**Extracted data entries**

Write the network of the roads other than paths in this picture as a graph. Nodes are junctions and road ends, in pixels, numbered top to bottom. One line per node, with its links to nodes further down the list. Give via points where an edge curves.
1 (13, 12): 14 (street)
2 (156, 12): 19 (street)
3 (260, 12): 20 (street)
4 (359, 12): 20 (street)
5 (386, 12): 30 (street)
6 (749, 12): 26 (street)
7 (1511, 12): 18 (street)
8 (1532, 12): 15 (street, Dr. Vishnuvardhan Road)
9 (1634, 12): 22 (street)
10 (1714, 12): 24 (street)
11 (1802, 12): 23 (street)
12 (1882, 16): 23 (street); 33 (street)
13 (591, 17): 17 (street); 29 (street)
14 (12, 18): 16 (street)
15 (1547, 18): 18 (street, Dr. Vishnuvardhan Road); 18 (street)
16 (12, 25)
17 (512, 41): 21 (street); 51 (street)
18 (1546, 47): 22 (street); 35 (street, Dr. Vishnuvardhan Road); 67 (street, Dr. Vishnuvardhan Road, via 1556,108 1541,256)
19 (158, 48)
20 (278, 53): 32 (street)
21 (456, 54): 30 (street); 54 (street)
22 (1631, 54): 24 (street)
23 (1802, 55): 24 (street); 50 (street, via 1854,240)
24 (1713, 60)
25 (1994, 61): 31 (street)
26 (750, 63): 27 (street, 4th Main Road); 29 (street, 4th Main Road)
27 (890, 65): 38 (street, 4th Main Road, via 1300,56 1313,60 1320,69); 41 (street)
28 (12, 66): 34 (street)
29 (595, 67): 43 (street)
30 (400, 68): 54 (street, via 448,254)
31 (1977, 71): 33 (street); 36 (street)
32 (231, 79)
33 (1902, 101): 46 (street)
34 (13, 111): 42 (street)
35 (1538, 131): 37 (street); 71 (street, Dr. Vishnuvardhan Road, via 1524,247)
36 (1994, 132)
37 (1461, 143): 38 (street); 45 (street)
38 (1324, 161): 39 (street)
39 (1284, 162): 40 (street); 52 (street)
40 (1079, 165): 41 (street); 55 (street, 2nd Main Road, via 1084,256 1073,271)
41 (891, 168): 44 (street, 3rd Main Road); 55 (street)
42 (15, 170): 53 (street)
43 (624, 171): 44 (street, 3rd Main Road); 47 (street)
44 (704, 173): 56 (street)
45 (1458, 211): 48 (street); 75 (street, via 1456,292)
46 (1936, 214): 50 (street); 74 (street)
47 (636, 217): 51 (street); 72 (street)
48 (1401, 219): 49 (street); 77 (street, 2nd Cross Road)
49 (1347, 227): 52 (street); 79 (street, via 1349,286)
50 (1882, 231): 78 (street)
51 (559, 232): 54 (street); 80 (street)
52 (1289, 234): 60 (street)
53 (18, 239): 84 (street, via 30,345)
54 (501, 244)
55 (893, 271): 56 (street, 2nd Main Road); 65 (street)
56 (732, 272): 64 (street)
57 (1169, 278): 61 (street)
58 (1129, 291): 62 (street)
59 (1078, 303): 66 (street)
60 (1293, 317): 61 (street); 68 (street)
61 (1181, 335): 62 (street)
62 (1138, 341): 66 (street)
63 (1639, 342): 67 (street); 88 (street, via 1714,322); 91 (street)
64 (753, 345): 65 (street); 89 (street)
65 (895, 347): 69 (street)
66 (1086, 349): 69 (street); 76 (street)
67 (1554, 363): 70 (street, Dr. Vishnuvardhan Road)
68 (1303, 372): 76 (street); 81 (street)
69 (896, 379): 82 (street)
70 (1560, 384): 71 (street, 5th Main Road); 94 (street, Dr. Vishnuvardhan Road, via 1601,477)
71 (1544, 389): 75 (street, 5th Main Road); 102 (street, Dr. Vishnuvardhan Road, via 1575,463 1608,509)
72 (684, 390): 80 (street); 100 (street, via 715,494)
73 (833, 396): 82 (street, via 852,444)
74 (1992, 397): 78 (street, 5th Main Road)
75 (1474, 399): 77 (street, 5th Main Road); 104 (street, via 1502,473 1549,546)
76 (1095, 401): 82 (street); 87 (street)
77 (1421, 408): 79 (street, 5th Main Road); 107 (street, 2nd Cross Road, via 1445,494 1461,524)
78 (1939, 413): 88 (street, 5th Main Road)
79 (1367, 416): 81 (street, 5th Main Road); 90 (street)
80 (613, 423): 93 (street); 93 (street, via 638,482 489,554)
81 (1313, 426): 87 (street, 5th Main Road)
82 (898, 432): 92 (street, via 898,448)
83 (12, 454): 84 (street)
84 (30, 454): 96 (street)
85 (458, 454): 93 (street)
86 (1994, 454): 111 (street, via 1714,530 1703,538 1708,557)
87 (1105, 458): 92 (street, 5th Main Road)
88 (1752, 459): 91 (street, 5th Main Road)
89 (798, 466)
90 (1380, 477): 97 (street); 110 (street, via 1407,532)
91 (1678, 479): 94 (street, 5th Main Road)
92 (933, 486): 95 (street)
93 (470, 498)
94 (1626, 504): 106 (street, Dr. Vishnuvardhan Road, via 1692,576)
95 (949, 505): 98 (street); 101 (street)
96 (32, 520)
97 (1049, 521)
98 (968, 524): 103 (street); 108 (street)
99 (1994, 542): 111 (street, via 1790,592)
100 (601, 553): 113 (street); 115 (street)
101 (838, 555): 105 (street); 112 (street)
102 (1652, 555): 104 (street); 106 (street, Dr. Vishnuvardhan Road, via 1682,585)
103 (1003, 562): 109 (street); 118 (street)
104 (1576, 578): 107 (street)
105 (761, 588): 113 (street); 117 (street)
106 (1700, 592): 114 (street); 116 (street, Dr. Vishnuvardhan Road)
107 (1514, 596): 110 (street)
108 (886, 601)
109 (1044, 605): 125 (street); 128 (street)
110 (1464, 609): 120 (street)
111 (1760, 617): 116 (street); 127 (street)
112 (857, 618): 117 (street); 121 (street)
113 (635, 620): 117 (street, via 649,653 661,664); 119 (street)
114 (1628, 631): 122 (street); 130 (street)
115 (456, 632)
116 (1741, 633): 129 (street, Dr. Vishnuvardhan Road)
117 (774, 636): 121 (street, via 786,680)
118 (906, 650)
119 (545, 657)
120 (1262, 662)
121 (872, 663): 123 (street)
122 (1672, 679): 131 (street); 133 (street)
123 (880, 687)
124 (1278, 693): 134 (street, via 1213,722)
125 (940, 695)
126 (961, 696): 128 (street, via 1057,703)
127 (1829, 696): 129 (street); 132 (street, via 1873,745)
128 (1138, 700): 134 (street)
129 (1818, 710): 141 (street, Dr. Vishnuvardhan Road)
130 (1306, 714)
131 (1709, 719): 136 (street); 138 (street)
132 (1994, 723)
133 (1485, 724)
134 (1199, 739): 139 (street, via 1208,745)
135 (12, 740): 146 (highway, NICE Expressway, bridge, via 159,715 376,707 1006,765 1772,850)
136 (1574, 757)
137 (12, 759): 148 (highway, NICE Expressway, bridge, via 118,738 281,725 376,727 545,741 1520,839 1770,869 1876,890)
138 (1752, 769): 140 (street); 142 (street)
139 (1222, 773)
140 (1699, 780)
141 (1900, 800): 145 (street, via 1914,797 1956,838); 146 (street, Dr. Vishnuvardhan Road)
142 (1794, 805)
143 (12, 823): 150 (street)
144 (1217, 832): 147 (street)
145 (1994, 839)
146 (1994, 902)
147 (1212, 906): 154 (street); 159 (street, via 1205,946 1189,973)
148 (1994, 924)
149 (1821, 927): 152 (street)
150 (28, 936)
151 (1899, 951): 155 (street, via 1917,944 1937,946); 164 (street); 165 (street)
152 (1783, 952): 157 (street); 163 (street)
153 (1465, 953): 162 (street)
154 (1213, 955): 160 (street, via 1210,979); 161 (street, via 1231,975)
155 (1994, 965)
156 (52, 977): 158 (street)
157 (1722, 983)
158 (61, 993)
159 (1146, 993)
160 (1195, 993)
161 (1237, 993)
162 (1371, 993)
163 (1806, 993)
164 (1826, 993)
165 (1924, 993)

**ASSIGNED TASK**
Look through the entries for lines containing the word "bridge" and return each one.

**RESPONSE TO THE EXERCISE**
135 (12, 740): 146 (highway, NICE Expressway, bridge, via 159,715 376,707 1006,765 1772,850)
137 (12, 759): 148 (highway, NICE Expressway, bridge, via 118,738 281,725 376,727 545,741 1520,839 1770,869 1876,890)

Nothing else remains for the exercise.